The Norse had a specific conception of slaves, different from most, if not all, other societies with slavery. These slaves were known as thralls.
Now, as I explain thralls, don't forget that we're talking about slaves; humans bought, owned, and sold as property, belonging to the lowest class in society, with little-to-no rights to speak of.
Thralls generally lived a better life than other contemporary slaves in Europe, not that that's a high bar. While they didn't possess any legal rights themselves, masters would usually maintain some sense of rights they would possess, and in turn, these could be legally recognized as being rules regarding said master's property.
It was a fairly common practice, but not the norm, that thralls could either earn a “wage" of sorts through their labor through which they could purchase themselves eventually, or for masters to grant thralls the ownership of themselves in their wills.
If a thrall gained ownership of themselves they wouldn't however become a freeman — they'd become a freed thrall, a semi-class between thralls and freemen.

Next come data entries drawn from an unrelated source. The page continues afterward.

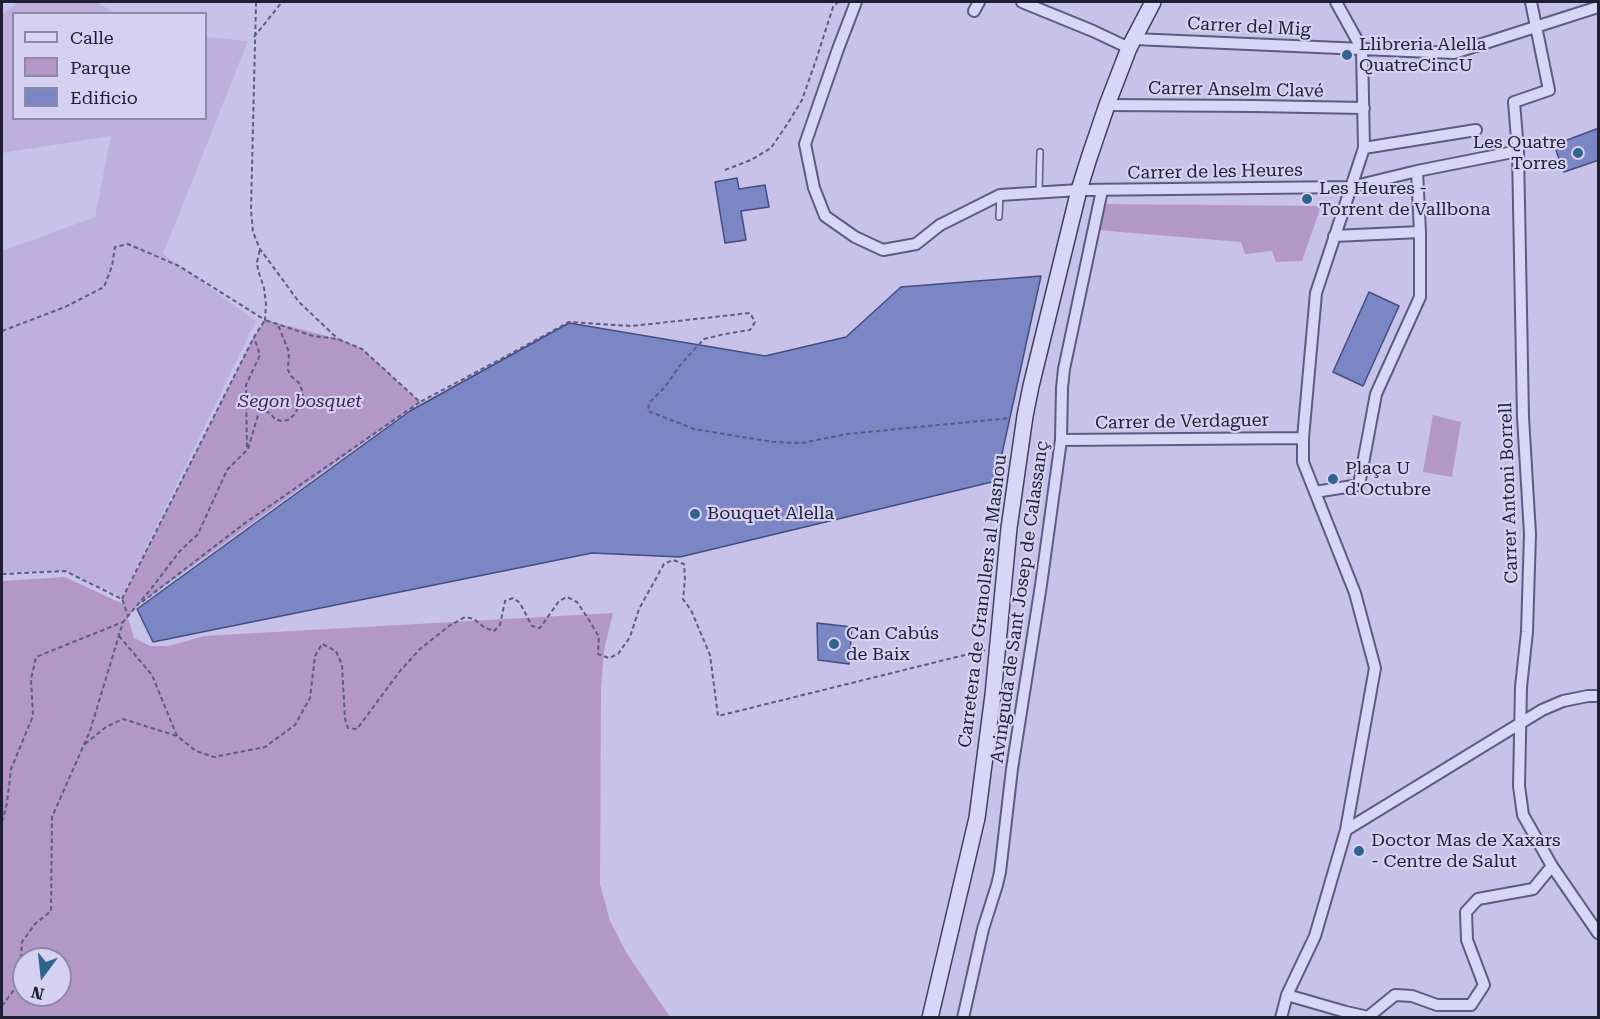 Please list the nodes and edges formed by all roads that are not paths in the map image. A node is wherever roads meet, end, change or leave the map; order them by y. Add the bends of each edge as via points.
1 (856, 2) edge
2 (1022, 2) edge
3 (1153, 2) edge
4 (1336, 2) edge
5 (1531, 2) edge
6 (1599, 7) edge
7 (1537, 27) junction
8 (1132, 44) junction
9 (1362, 49) junction
10 (1107, 105) junction
11 (1364, 108) junction
12 (1476, 129) dead end
13 (1364, 148) junction
14 (1518, 151) junction
15 (1040, 152) dead end
16 (1417, 171) junction
17 (1351, 187) junction
18 (1080, 190) junction
19 (1102, 190) junction
20 (1039, 192) junction
21 (1000, 195) junction
22 (999, 217) dead end
23 (1420, 232) junction
24 (1334, 236) junction
25 (1303, 438) junction
26 (1061, 440) junction
27 (1315, 492) junction
28 (1599, 696) edge
29 (1520, 723) junction
30 (1346, 830) junction
31 (1552, 866) junction
32 (1599, 933) edge
33 (1287, 995) junction
34 (930, 1017) edge
35 (963, 1017) edge
36 (1281, 1017) edge

1 - 21 street via 805,144 814,189 825,216 883,250 916,244 940,225
2 - 8 street
3 - 8 main road, Carretera de Granollers al Masnou
4 - 9 street
5 - 7 street
6 - 7 street, Carrer del Mig
7 - 9 street, Carrer del Mig via 1454,53
7 - 14 street, Carrer Antoni Borrell via 1550,90 1514,102
8 - 9 street, Carrer del Mig
8 - 10 main road, Carretera de Granollers al Masnou
9 - 11 street
10 - 11 street, Carrer Anselm Clavé
10 - 18 main road, Carretera de Granollers al Masnou
11 - 13 street
12 - 13 street
13 - 17 street
14 - 16 street, Carrer de les Heures
14 - 29 street, Carrer Antoni Borrell via 1523,417 1530,534
15 - 20 lane
16 - 17 street, Carrer de les Heures
16 - 23 street
17 - 19 street, Carrer de les Heures
17 - 24 street
18 - 19 street, Carrer de les Heures
18 - 20 street, Carrer de les Heures
18 - 34 main road, Carretera de Granollers al Masnou via 1025,416 977,818
19 - 26 street, Avinguda de Sant Josep de Calassanç via 1067,349
20 - 21 street, Carrer de les Heures
21 - 22 lane
23 - 24 street
23 - 27 street via 1420,297 1376,394 1359,485
24 - 25 street via 1316,293
25 - 26 street, Carrer de Verdaguer
25 - 27 street via 1303,462
26 - 35 street, Avinguda de Sant Josep de Calassanç via 1000,872
27 - 30 street via 1355,593 1375,668
28 - 29 street via 1563,701
29 - 30 street
29 - 31 street, Carrer Antoni Borrell via 1519,786 1523,815
30 - 33 street via 1316,936
31 - 32 street, Carrer Antoni Borrell
31 - 33 street via 1533,889 1478,899 1466,912 1467,940 1484,985 1472,1005 1437,1005 1413,996 1395,995 1368,1017
33 - 36 street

Their children, if they were to have any, would, in turn, be the children of a freed thrall, another semi-class between thralls and freemen, and then their children, the grandchildren of the original thrall, would be freemen. So the process of becoming an actual person took two generations.

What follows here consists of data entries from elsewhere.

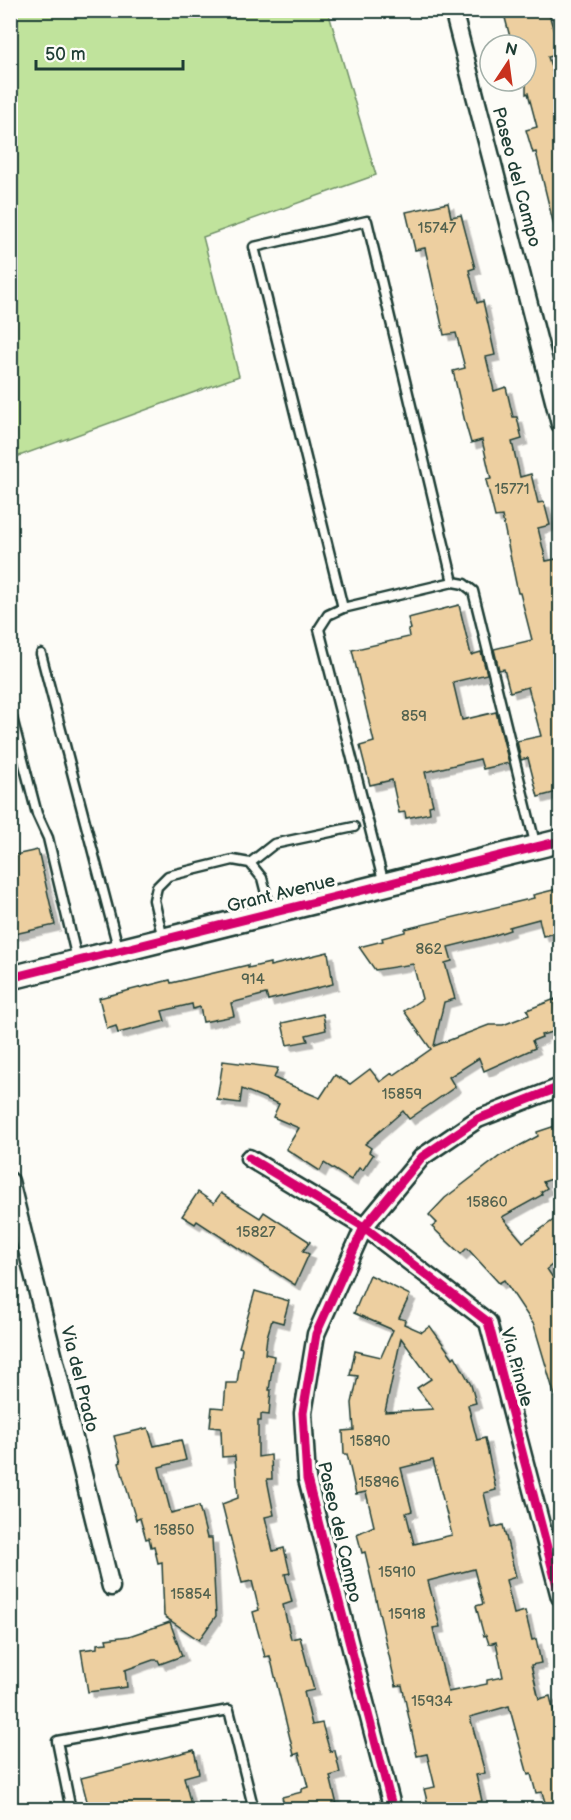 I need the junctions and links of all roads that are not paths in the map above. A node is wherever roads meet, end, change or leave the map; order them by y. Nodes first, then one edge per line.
1 (453, 10) edge
2 (561, 424) edge
3 (453, 582) junction
4 (343, 608) junction
5 (41, 654) dead end
6 (10, 710) edge
7 (354, 827) dead end
8 (561, 841) edge
9 (537, 847) junction
10 (250, 863) junction
11 (384, 884) junction
12 (271, 913) junction
13 (163, 940) junction
14 (119, 951) junction
15 (78, 961) junction
16 (10, 978) edge
17 (561, 1087) edge
18 (249, 1158) dead end
19 (10, 1181) edge
20 (364, 1227) junction
21 (111, 1587) dead end
22 (561, 1597) edge
23 (71, 1809) edge
24 (254, 1809) edge
25 (393, 1809) edge

1 - 2 street, Paseo del Campo
3 - 4 lane
3 - 4 lane
3 - 9 lane
4 - 11 lane
5 - 14 lane
6 - 15 lane
7 - 10 lane
8 - 9 main road, Grant Avenue
9 - 11 main road, Grant Avenue
10 - 12 lane
10 - 13 lane
11 - 12 main road, Grant Avenue
12 - 13 main road, Grant Avenue
13 - 14 main road, Grant Avenue
14 - 15 main road, Grant Avenue
15 - 16 main road, Grant Avenue
17 - 20 street, Paseo del Campo
18 - 20 street, Via Pinale
19 - 21 street, Via del Prado
20 - 22 street, Via Pinale
20 - 25 street, Paseo del Campo
23 - 24 lane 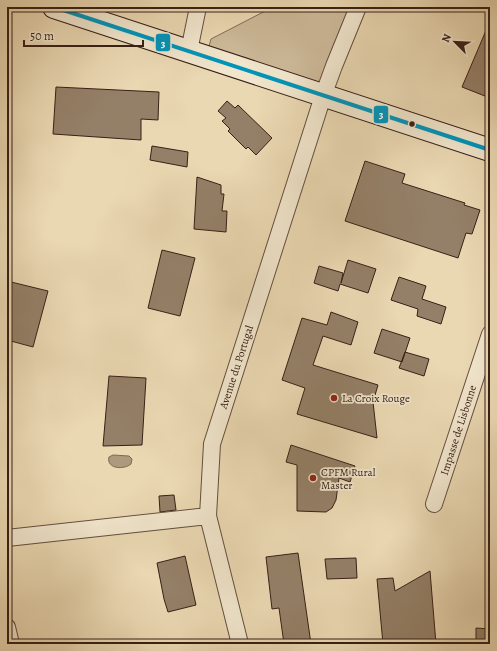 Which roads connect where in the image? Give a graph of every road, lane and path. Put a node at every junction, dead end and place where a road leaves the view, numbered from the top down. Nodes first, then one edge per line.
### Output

There are plenty of legends that supposedly depict how well-treated thralls were, being allowed to voice complaints and being allowed breaks and such, however, I do not know the legitimacy of these legends.
One example of how the Scandinavian church recognized thralls as having some rights exists though and is believed to be true. A son of a noble, named Hallvard, was murdered while protecting a thrall woman who was being accused of stealing without any evidence. Because of this, he was canonized as Saint Hallvard, patron saint of Oslo, by the church.